The key to this project was developing a long term solution to the foreseen delay problems. The hospital to which the samples will be couriered is 16 miles (approximately 25 minutes) away so delays will occur in transit. Therefore, obtaining a blood culture analyser for the NICU department, housed in the department itself was thought to be the most appropriate solution. This would effectively reduce all delays and mean that if an organism were present in the blood, the organism would be incubated earlier and therefore immediately given the environment to start growing. Neonates would therefore have the greatest chance of being discharged without delay. In order for this to be considered, a business case will be developed with the help of colleagues in the finance department, and will then be presented to the neonatal department.


As mentioned previously, in order to highlight the cost effectiveness of purchasing a blood culture analyser, a business case was created. An outline of which is explained below: The proposed service will include the leasing of a BD Bactec 9050 blood culture analyser for the processing of urgent NICU blood culture samples. This is a compact analyser that can incubate up to 50 samples. Based on an average of 3 bed days saved per week, an estimated savings worth £88,140 (£565 per day x 1 days saved x 3 neonates x 52 weeks) per annum can be made if negative blood culture results are reported within 48 hours even if incubated overnight. This also includes an estimated £137.28 saving on antibiotic costs, offset by a £910 cost of consumables and rental of the analyser, which is £5580 per annum on a 3-year contract. By reducing the length of stay per neonate, productivity throughout NICU can be increased, as more neonates can be admitted with suspected sepsis, rather than being sent to other hospitals. With the maternity unit being expanded, the number of neonates requiring treatment for suspected neonatal sepsis is set to rise, putting even more pressure on the need for bed availability on the neonatal unit. Increasing productivity on NICU will therefore allow the ward to cope with increased demand on services and generate additional income that is above the anticipated £88,140 mark.

Lessons and Limitations

From start to finish, this project gave me a flavour of how difficult and slow it can be to effect real change, and large numbers of parties involved means exponential numbers of meetings and makes things seemingly impossible at times. It has shown me, however, once change is made, and positive results seen, the reward is much greater.

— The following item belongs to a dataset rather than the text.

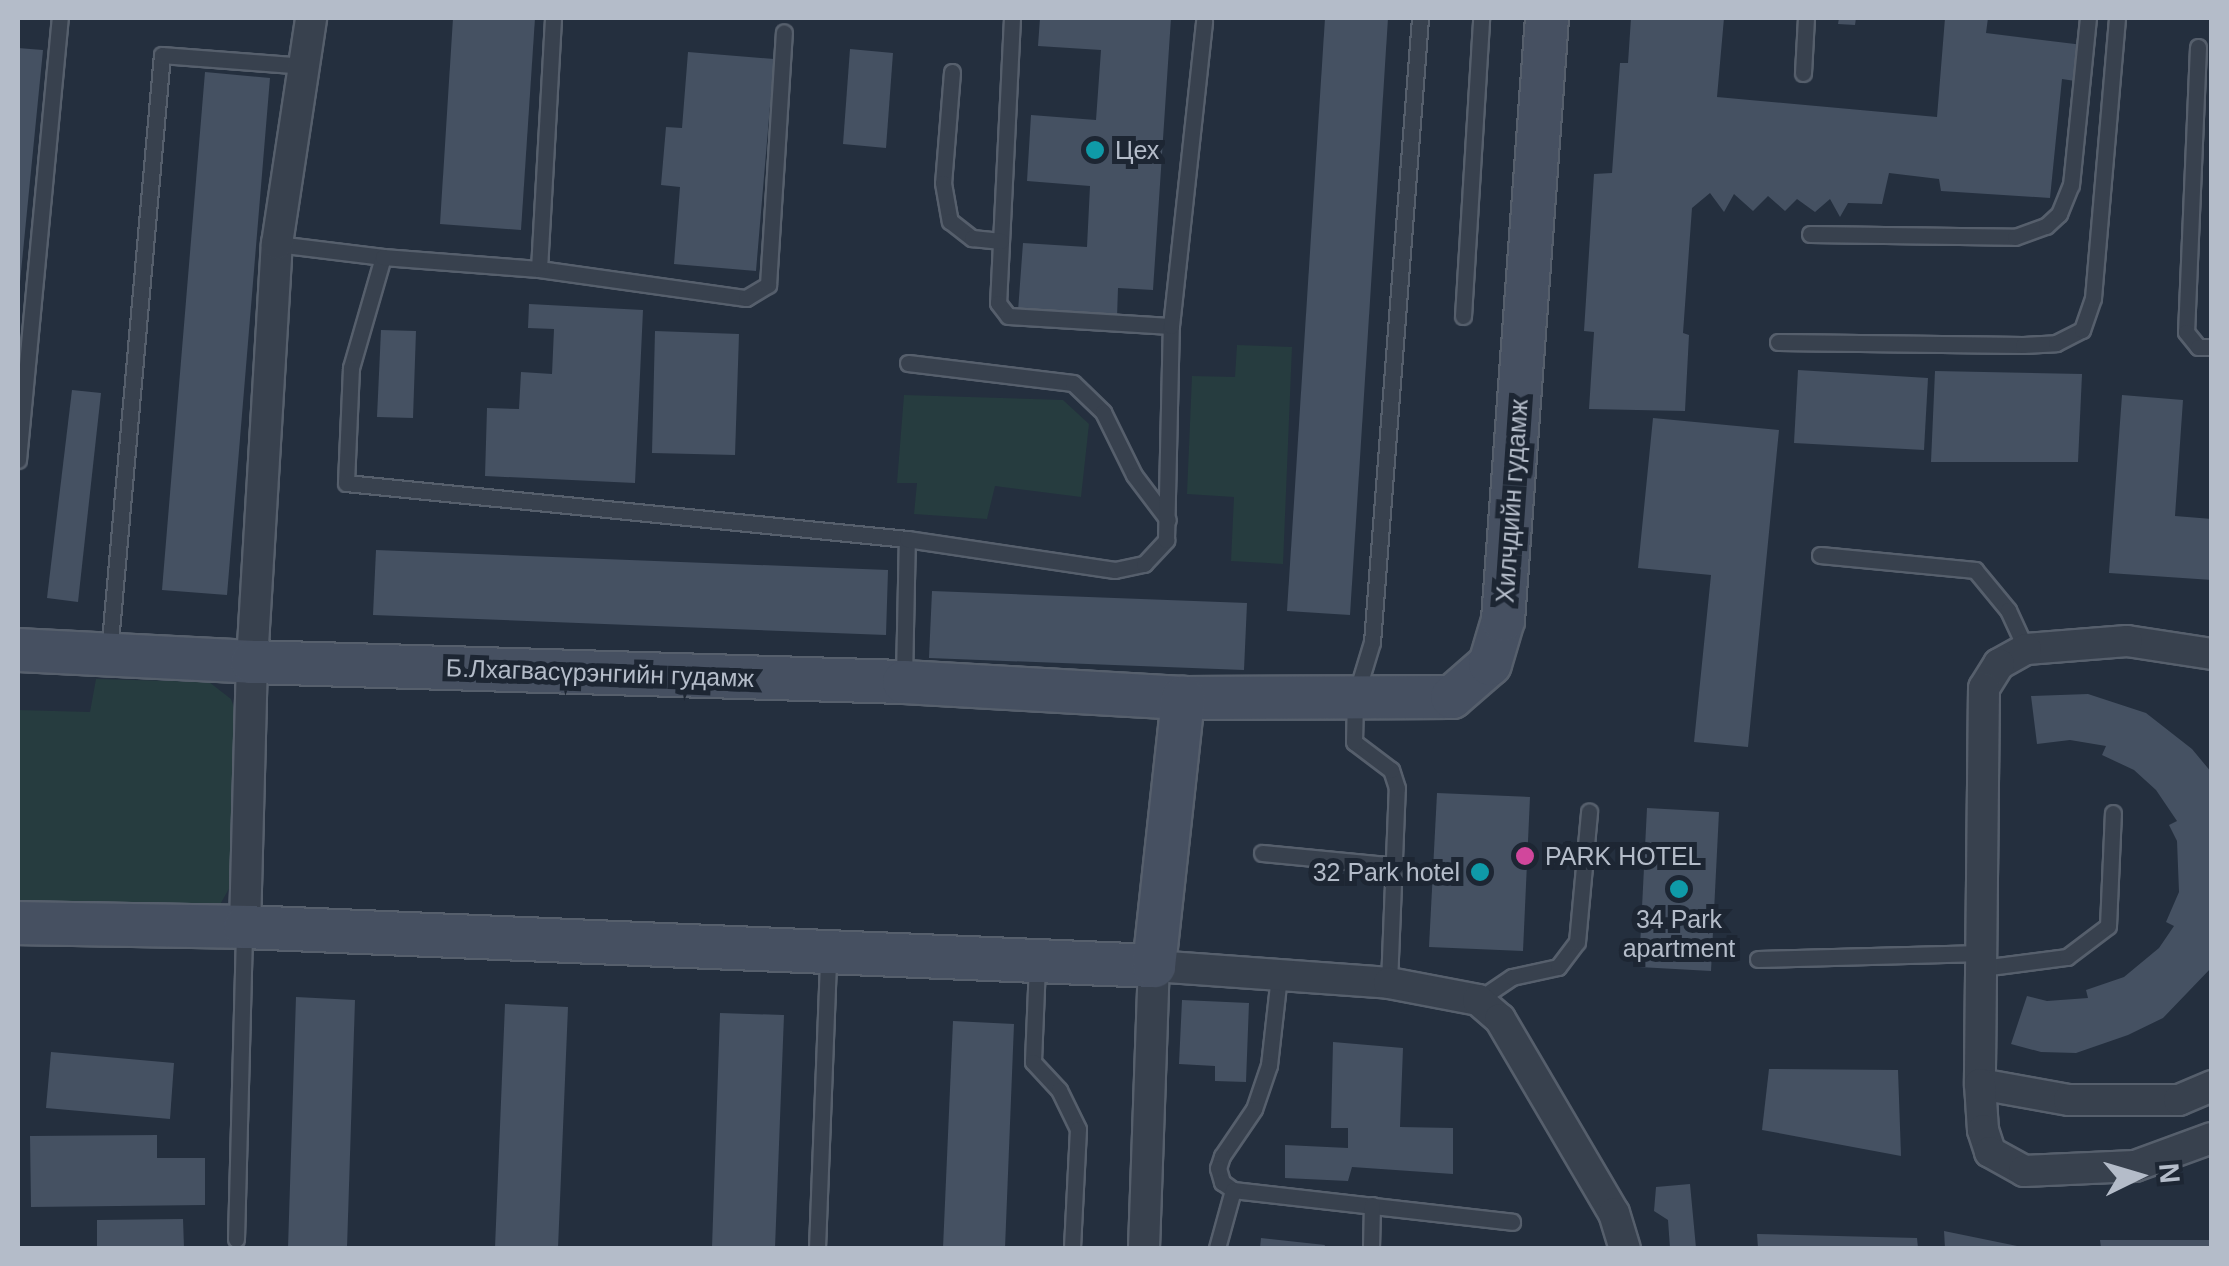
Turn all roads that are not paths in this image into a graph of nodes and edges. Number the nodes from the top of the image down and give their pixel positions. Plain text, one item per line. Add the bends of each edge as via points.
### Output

The problem that we started with was that there was an unacceptable delay in discharging neonates with suspected sepsis, mainly due to inefficient processes in blood culture transit to the laboratory, and delayed analysis. With services moving to a completely new site, a short term solution to blood culture analysis had to be made, which was to courier samples to the site, and to ensure overnight incubation. This was achieved. A long-term solution of purchasing a blood culture analyser has now been accepted by the department, however, deemed too expensive by the Trust at present. Blood cultures are now couriered and incubated overnight. There were very few realistic alternatives to this option, so once the microbiology department relocated, this became the practice. Once the blood culture analyser has been purchased, I suggest that an audit should be completed to analyse the improvement in delay times between couriering to a new hospital 16 miles away and putting them into an on-site analyser. It is clear that there will be a very large saving in time and cost. Interestingly, new NICE guidance has recently been released, which emphasises reducing the necessary inpatient stay time from 48 hours to 36 hours (NICE clinical guideline 149). These should be integrated into the department, and the journey of a blood sample further analysed to find the most efficient method of analysis for discharge.


Polin, R. (2012) Management of Neonates With Suspected or Proven Early-Onset Bacterial Sepsis. Paediatrics, 129:1006

NICE (2012) Antibiotics for early-onset neonatal infection; Antibiotics for the prevention and treatment of early-onset neonatal infection. Nice Clinical Guideline 149.